The Center for Investigative Reporting informs us that California is using license plate readers to photograph and record data about people's cars, which information is then loaded into a database that can be accessed by local, state and federal law enforcement.
The license plate readers are also being mounted on patrol cars, so they can monitor your license plates even in your driveway.
At a rapid pace, and mostly hidden from the public, police agencies throughout California have been collecting millions of records on drivers and feeding them to intelligence fusion centers operated by local, state and federal law enforcement.
With heightened concern over secret intelligence operations at the National Security Agency, the localized effort to track drivers highlights the extent to which the government has committed to collecting large amounts of data on people who have done nothing wrong.
A year ago, the Northern California Regional Intelligence Center – one of dozens of law enforcement intelligence-sharing centers set up after the terrorist attacks of Sept. 11, 2001 – signed a $340,000 agreement with the Silicon Valley firm Palantir to construct a database of license-plate records flowing in from police using the devices across 14 counties, documents and interviews show.
The extent of the center’s data collection has never been revealed. Neither has the involvement of Palantir, a Silicon Valley firm with extensive ties to the Pentagon and intelligence agencies. The CIA’s venture capital fund, In-Q-Tel, has invested $2 million in the firm.
The jurisdictions supplying license-plate data to the intelligence center stretch from Monterey County to the Oregon border. According to contract documents, the database will be capable of handling at least 100 million records and be accessible to local and state law enforcement across the region.
Law enforcement agencies throughout Northern California will be able to access the data, as will state and federal authorities.
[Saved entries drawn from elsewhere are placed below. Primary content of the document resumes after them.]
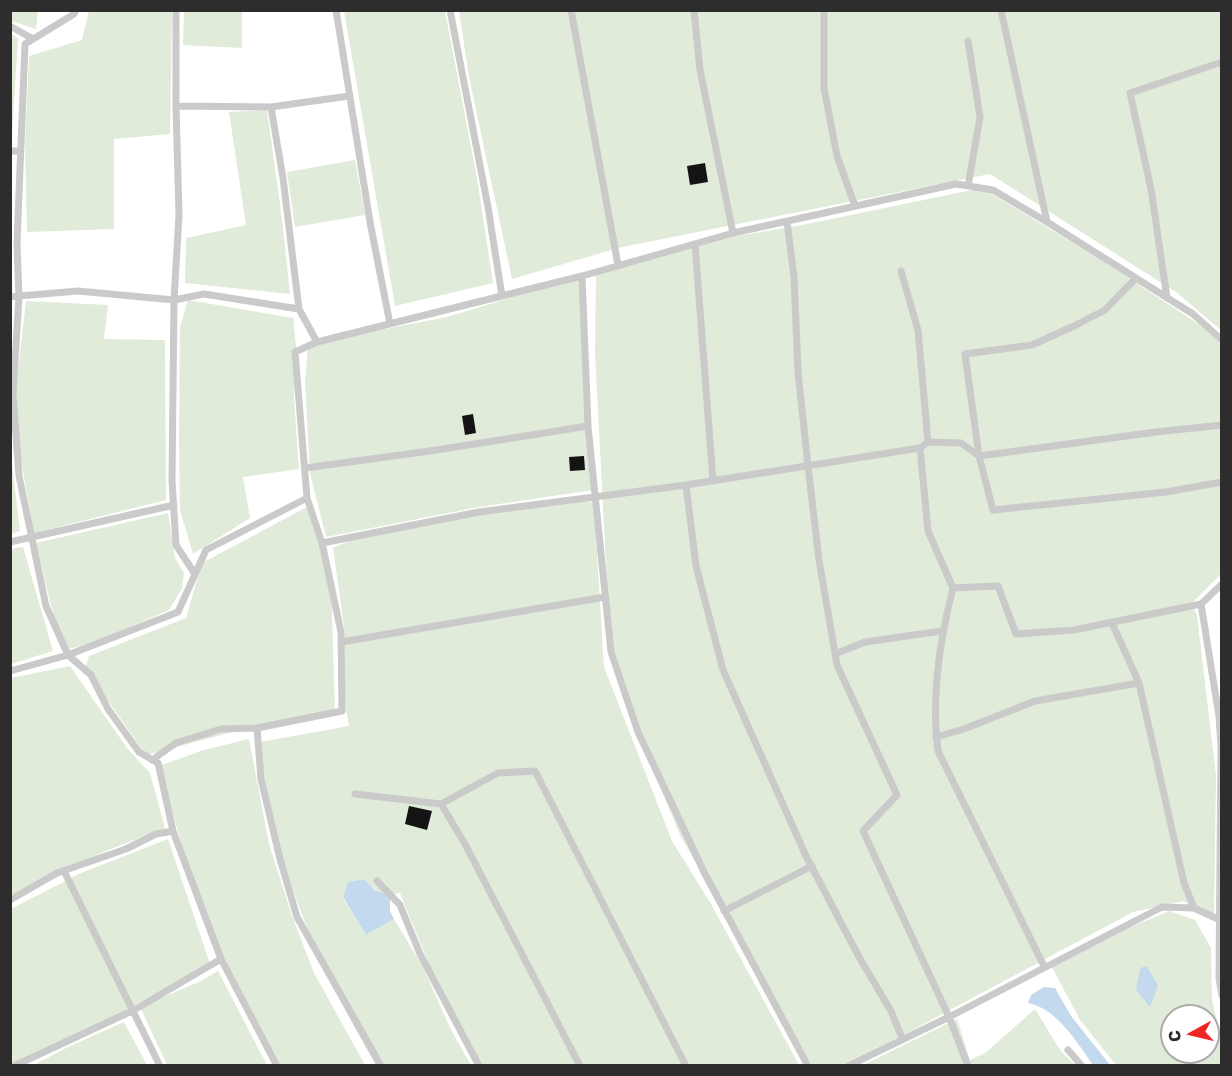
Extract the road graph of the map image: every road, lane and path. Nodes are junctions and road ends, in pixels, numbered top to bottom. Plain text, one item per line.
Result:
1 (76, 10) edge
2 (176, 10) edge
3 (336, 10) edge
4 (450, 10) edge
5 (571, 10) edge
6 (694, 10) edge
7 (824, 10) edge
8 (1001, 10) edge
9 (10, 26) edge
10 (33, 39) junction
11 (968, 41) dead end
12 (1221, 62) edge
13 (349, 96) junction
14 (176, 106) junction
15 (271, 107) junction
16 (10, 151) edge
17 (20, 151) junction
18 (968, 186) junction
19 (855, 206) junction
20 (787, 221) junction
21 (1047, 222) junction
22 (733, 233) junction
23 (14, 244) edge
24 (694, 244) junction
25 (618, 265) junction
26 (901, 272) dead end
27 (582, 276) junction
28 (1136, 278) junction
29 (19, 296) junction
30 (502, 296) junction
31 (10, 297) edge
32 (1167, 298) junction
33 (174, 300) junction
34 (299, 309) junction
35 (390, 324) junction
36 (1221, 340) edge
37 (317, 342) junction
38 (13, 417) edge
39 (1221, 425) edge
40 (588, 426) junction
41 (928, 442) junction
42 (920, 448) junction
43 (980, 456) junction
44 (808, 466) junction
45 (305, 468) junction
46 (713, 481) junction
47 (1221, 482) edge
48 (687, 485) junction
49 (595, 497) junction
50 (307, 498) junction
51 (174, 504) junction
52 (31, 537) junction
53 (10, 542) edge
54 (322, 543) junction
55 (195, 574) junction
56 (1221, 584) edge
57 (953, 588) junction
58 (605, 597) junction
59 (1201, 604) junction
60 (1112, 623) junction
61 (942, 630) junction
62 (341, 642) junction
63 (835, 654) junction
64 (68, 655) junction
65 (10, 671) edge
66 (1139, 683) junction
67 (1220, 716) edge
68 (256, 728) junction
69 (936, 738) junction
70 (152, 760) junction
71 (355, 794) dead end
72 (441, 804) junction
73 (173, 831) junction
74 (812, 866) junction
75 (64, 871) junction
76 (377, 881) dead end
77 (10, 900) edge
78 (1194, 908) junction
79 (724, 911) junction
80 (1221, 921) edge
81 (221, 959) junction
82 (1044, 966) junction
83 (1221, 996) edge
84 (135, 1010) junction
85 (950, 1017) junction
86 (902, 1038) junction
87 (1068, 1050) dead end
88 (14, 1065) edge
89 (160, 1065) edge
90 (277, 1065) edge
91 (381, 1065) edge
92 (479, 1065) edge
93 (580, 1065) edge
94 (686, 1065) edge
95 (808, 1065) edge
96 (848, 1065) edge
97 (968, 1065) edge
98 (1082, 1065) edge

1 - 10 lane
2 - 14 lane
3 - 13 lane
4 - 30 lane
5 - 25 lane
6 - 22 lane
7 - 19 lane
8 - 21 lane
9 - 10 lane
10 - 17 lane
11 - 18 lane
12 - 32 lane
13 - 15 lane
13 - 35 lane
14 - 15 lane
14 - 33 lane
15 - 34 lane
16 - 17 lane
17 - 23 lane
18 - 19 lane
18 - 21 lane
19 - 20 lane
20 - 22 lane
20 - 44 lane
21 - 28 lane
22 - 24 lane
23 - 29 lane
24 - 25 lane
24 - 46 lane
25 - 27 lane
26 - 41 lane
27 - 30 lane
27 - 40 lane
28 - 32 lane
28 - 43 lane
29 - 31 lane
29 - 33 lane
29 - 38 lane
30 - 35 lane
32 - 36 lane
33 - 34 lane
33 - 51 lane
34 - 37 lane
35 - 37 lane
37 - 45 lane
38 - 52 lane
39 - 43 lane
40 - 45 lane
40 - 49 lane
41 - 42 lane
41 - 43 lane
42 - 44 lane
42 - 57 lane
43 - 47 lane
44 - 46 lane
44 - 63 lane
45 - 50 lane
46 - 48 lane
48 - 49 lane
48 - 74 lane
49 - 54 lane
49 - 58 lane
50 - 54 lane
50 - 55 lane
51 - 52 lane
51 - 55 lane
52 - 53 lane
52 - 64 lane
54 - 62 lane
55 - 64 lane
56 - 59 lane
57 - 60 lane
57 - 61 lane
58 - 62 lane
58 - 79 lane
59 - 60 lane
59 - 67 lane
60 - 66 lane
61 - 63 lane
61 - 69 lane
62 - 68 lane
63 - 85 lane
64 - 65 lane
64 - 70 lane
66 - 69 lane
66 - 78 lane
67 - 80 lane
68 - 70 lane
68 - 91 lane
69 - 82 lane
70 - 73 lane
71 - 72 lane
72 - 93 lane
72 - 94 lane
73 - 75 lane
73 - 81 lane
74 - 79 lane
74 - 86 lane
75 - 77 lane
75 - 84 lane
76 - 92 lane
78 - 80 lane
78 - 82 lane
79 - 95 lane
80 - 83 lane
81 - 84 lane
81 - 90 lane
82 - 85 lane
84 - 88 lane
84 - 89 lane
85 - 86 lane
85 - 97 lane
86 - 96 lane
87 - 98 lane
In the Bay Area, at least 32 government agencies use license-plate readers. The city of Piedmont decided to install them along the border with Oakland, and the Marin County enclave of Tiburon placed plate scanners and cameras on two roads leading into and out of town.
Law enforcement agencies throughout the region also have adopted the technology. Police in Daly City, Milpitas and San Francisco have signed agreements to provide data from plate readers to the Northern California Regional Intelligence Center. A Piedmont document indicates that city is also participating, along with Oakland, Walnut Creek, Alameda and the California Highway Patrol.
Katz-Lacabe, who was featured in a Wall Street Journal story last year, said he believes the records of his movements are too revealing for someone who has done nothing wrong. With the technology, he said, “you can tell who your friends are, who you hang out with, where you go to church, whether you’ve been to a political meeting.”
The scary part is that since we are creatures of habit, we develop patterns in our travels. This system would allow police to easily spot vehicles that venture out of normal routine. In fact, it could be programmed to automatically log vehicles that deviate from a certain routine, or track the movements of a given vehicle. I agree with Glenn Reynolds that this system will probably be used more often to stalk spouses or girlfriends/boyfriends than actual, legitimate law enforcement purposes.
Moving on, Judicial Watch reports that "it has obtained records from the Consumer Financial Protection Bureau (CFPB) revealing that the agency has spent millions of dollars for the warrantless collection and analysis of Americans’ financial transactions. The documents also reveal that CFPB contractors may be required to share the information with 'additional government entities.'"
So, if you travel to a Tea Party activity, or donate to a Tea Party group, don't be surprised if the IRS audits you.